HOW TO COMPLETE THIS TASK: Word for word, write out all of the entries that follow.

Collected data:
▬▬▬▬▬▬▬▬▬▬

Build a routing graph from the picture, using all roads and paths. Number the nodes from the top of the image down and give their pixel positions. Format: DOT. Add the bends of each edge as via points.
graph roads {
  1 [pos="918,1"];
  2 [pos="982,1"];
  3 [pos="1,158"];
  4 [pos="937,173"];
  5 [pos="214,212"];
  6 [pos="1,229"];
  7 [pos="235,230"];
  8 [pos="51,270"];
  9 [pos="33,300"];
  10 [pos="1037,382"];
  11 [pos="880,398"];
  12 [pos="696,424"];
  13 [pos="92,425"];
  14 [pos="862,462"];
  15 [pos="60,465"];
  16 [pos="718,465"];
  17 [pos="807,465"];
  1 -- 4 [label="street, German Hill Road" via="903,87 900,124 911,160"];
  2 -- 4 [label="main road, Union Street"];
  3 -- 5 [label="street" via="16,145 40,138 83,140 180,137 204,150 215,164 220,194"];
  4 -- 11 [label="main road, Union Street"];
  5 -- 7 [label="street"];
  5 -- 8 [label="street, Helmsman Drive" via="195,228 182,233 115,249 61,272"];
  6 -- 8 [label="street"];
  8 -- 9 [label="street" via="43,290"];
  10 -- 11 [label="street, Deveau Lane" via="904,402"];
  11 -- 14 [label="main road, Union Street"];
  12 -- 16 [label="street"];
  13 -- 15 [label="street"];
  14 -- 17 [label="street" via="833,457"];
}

▬▬▬▬▬▬▬▬▬▬

SOLUTION FOR THIS TASK:
Build a routing graph from the picture, using all roads and paths. Number the nodes from the top of the image down and give their pixel positions. Format: DOT. Add the bends of each edge as via points.
graph roads {
  1 [pos="918,1"];
  2 [pos="982,1"];
  3 [pos="1,158"];
  4 [pos="937,173"];
  5 [pos="214,212"];
  6 [pos="1,229"];
  7 [pos="235,230"];
  8 [pos="51,270"];
  9 [pos="33,300"];
  10 [pos="1037,382"];
  11 [pos="880,398"];
  12 [pos="696,424"];
  13 [pos="92,425"];
  14 [pos="862,462"];
  15 [pos="60,465"];
  16 [pos="718,465"];
  17 [pos="807,465"];
  1 -- 4 [label="street, German Hill Road" via="903,87 900,124 911,160"];
  2 -- 4 [label="main road, Union Street"];
  3 -- 5 [label="street" via="16,145 40,138 83,140 180,137 204,150 215,164 220,194"];
  4 -- 11 [label="main road, Union Street"];
  5 -- 7 [label="street"];
  5 -- 8 [label="street, Helmsman Drive" via="195,228 182,233 115,249 61,272"];
  6 -- 8 [label="street"];
  8 -- 9 [label="street" via="43,290"];
  10 -- 11 [label="street, Deveau Lane" via="904,402"];
  11 -- 14 [label="main road, Union Street"];
  12 -- 16 [label="street"];
  13 -- 15 [label="street"];
  14 -- 17 [label="street" via="833,457"];
}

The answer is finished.